• _Work to be completed_: Show every line in the entries below where the word "Unwin" appears.

• _Dataset extract_:
• • • •

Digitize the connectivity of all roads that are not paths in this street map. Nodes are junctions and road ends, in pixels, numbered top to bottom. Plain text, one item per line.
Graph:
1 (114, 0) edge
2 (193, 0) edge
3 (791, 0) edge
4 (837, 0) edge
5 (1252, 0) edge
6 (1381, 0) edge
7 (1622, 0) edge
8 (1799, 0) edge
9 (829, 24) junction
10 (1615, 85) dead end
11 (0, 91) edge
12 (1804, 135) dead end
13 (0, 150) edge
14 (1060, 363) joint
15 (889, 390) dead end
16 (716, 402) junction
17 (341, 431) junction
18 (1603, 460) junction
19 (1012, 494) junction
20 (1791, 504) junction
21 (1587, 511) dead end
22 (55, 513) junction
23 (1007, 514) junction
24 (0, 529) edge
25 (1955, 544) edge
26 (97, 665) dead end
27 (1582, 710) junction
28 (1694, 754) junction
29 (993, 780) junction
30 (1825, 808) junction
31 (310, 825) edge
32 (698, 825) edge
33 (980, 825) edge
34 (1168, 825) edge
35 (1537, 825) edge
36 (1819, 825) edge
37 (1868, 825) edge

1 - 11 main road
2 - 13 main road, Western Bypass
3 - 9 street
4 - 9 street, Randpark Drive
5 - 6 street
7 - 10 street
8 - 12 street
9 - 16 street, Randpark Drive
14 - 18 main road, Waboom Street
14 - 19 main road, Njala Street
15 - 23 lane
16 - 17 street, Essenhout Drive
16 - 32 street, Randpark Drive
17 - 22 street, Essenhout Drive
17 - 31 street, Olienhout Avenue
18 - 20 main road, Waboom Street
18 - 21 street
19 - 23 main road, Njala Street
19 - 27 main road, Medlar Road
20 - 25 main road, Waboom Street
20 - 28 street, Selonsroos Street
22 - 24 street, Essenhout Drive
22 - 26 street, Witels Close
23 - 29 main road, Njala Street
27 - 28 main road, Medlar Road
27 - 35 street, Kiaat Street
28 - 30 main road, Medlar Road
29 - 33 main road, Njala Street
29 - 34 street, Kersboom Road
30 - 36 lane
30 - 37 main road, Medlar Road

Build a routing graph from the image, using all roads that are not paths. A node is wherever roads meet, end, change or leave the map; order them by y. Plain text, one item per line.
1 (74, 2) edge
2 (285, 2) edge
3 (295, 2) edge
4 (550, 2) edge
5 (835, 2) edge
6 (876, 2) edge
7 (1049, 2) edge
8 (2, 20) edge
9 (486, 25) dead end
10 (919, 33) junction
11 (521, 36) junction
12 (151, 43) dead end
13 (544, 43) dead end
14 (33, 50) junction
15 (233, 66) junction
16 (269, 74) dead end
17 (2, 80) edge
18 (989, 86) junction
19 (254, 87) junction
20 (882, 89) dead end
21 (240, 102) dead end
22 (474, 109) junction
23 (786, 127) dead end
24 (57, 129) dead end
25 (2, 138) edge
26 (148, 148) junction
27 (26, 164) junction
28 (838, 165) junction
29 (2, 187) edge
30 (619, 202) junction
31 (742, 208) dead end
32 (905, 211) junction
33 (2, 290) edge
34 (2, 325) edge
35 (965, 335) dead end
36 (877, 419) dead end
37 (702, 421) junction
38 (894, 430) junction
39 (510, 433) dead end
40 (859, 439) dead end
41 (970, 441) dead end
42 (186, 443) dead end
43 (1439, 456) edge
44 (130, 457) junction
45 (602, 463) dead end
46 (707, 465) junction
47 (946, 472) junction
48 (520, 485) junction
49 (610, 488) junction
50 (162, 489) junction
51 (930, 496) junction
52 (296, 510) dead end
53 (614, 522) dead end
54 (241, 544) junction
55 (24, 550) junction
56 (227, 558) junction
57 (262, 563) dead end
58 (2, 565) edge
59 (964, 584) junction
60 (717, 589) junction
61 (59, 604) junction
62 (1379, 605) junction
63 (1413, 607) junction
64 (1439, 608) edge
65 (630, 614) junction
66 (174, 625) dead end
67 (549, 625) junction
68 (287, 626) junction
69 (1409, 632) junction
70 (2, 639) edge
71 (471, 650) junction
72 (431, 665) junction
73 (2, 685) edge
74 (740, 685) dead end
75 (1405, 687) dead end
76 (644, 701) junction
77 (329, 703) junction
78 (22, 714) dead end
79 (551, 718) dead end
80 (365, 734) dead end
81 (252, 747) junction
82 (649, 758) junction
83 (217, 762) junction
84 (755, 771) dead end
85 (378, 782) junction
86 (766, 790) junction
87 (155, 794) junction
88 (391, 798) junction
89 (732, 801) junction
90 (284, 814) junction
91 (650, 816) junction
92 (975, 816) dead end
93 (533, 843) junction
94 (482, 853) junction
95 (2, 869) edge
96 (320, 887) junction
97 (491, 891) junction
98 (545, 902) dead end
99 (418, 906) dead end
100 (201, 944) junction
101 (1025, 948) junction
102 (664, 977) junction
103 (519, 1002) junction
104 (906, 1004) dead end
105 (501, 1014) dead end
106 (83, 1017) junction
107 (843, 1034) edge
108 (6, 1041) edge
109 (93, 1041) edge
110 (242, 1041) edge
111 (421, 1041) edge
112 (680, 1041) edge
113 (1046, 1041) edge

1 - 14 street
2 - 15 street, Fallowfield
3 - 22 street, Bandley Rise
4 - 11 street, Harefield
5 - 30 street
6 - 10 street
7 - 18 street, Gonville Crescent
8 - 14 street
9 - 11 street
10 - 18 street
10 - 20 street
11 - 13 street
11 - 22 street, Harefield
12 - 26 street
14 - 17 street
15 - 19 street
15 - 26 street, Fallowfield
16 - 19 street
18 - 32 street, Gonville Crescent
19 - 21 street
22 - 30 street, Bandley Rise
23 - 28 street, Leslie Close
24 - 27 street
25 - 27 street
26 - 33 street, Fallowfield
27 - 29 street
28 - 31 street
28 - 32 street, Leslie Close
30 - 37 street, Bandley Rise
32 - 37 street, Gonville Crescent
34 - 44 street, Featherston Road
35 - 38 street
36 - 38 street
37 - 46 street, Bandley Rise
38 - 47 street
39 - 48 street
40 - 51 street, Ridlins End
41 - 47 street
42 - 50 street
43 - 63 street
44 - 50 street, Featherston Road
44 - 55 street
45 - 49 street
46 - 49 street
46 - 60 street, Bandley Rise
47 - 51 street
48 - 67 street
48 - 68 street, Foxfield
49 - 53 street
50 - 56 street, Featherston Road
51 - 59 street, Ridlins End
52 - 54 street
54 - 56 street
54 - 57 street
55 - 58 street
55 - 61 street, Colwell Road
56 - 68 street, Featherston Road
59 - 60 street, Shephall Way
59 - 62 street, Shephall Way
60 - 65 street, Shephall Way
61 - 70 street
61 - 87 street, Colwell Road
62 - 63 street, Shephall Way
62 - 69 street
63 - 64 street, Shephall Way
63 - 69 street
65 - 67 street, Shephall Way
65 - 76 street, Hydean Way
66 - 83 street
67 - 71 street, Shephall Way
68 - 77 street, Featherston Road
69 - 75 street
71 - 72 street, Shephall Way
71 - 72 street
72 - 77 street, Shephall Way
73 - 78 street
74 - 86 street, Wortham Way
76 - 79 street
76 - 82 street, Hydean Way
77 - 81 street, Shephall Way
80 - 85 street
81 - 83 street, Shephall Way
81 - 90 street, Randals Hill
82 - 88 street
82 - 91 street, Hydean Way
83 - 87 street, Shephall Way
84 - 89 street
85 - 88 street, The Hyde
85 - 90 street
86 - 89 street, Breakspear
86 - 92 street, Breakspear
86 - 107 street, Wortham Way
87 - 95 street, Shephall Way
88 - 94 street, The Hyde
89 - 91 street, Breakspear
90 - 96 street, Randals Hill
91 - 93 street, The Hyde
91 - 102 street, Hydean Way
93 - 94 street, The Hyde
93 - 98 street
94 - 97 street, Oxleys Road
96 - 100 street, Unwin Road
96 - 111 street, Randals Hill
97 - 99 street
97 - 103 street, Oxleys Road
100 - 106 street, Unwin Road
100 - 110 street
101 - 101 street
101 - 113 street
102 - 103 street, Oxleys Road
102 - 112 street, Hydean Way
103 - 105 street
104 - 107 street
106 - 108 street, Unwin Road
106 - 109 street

• • • •

• _Response to this task_:
96 - 100 street, Unwin Road
100 - 106 street, Unwin Road
106 - 108 street, Unwin Road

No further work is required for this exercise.